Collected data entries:
======

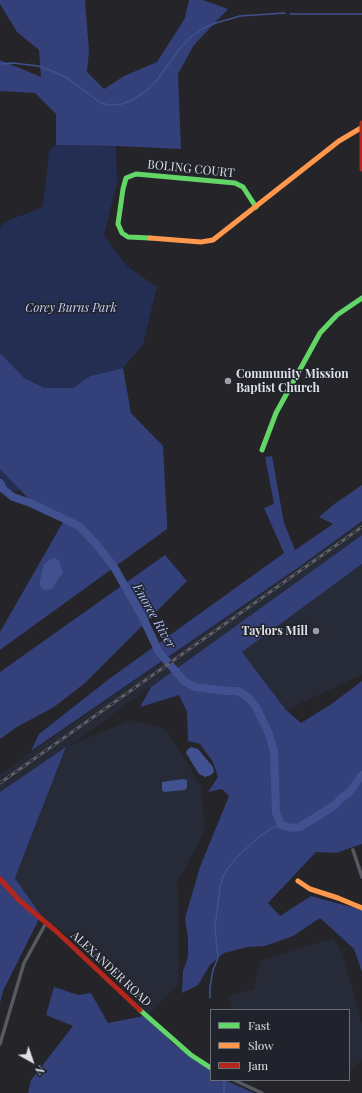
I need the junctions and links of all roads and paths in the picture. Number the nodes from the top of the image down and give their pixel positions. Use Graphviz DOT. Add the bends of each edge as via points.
graph roads {
  1 [pos="362,126"];
  2 [pos="362,169"];
  3 [pos="256,206"];
  4 [pos="362,298"];
  5 [pos="262,450"];
  6 [pos="353,850"];
  7 [pos="362,877"];
  8 [pos="0,880"];
  9 [pos="298,881"];
  10 [pos="362,908"];
  11 [pos="46,923"];
  12 [pos="0,1044"];
  13 [pos="210,1067"];
  14 [pos="236,1081"];
  15 [pos="262,1093"];
  1 -- 2 [label="street"];
  1 -- 3 [label="street, BOLING COURT"];
  3 -- 3 [label="street, BOLING COURT" via="243,187 235,182 136,174 126,178 118,224 122,233 128,237 204,242 217,238"];
  4 -- 5 [label="street" via="337,315 320,333 276,414"];
  6 -- 7 [label="street"];
  8 -- 11 [label="street, ALEXANDER ROAD"];
  9 -- 10 [label="street" via="310,889"];
  11 -- 12 [label="street" via="24,963"];
  11 -- 13 [label="street, ALEXANDER ROAD" via="141,1011 191,1055"];
  14 -- 15 [label="street"];
}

======

— Try it —
Take every record and copy it word for word, dropping the pictures.

— Output of the exercise —
I need the junctions and links of all roads and paths in the picture. Number the nodes from the top of the image down and give their pixel positions. Use Graphviz DOT. Add the bends of each edge as via points.
graph roads {
  1 [pos="362,126"];
  2 [pos="362,169"];
  3 [pos="256,206"];
  4 [pos="362,298"];
  5 [pos="262,450"];
  6 [pos="353,850"];
  7 [pos="362,877"];
  8 [pos="0,880"];
  9 [pos="298,881"];
  10 [pos="362,908"];
  11 [pos="46,923"];
  12 [pos="0,1044"];
  13 [pos="210,1067"];
  14 [pos="236,1081"];
  15 [pos="262,1093"];
  1 -- 2 [label="street"];
  1 -- 3 [label="street, BOLING COURT"];
  3 -- 3 [label="street, BOLING COURT" via="243,187 235,182 136,174 126,178 118,224 122,233 128,237 204,242 217,238"];
  4 -- 5 [label="street" via="337,315 320,333 276,414"];
  6 -- 7 [label="street"];
  8 -- 11 [label="street, ALEXANDER ROAD"];
  9 -- 10 [label="street" via="310,889"];
  11 -- 12 [label="street" via="24,963"];
  11 -- 13 [label="street, ALEXANDER ROAD" via="141,1011 191,1055"];
  14 -- 15 [label="street"];
}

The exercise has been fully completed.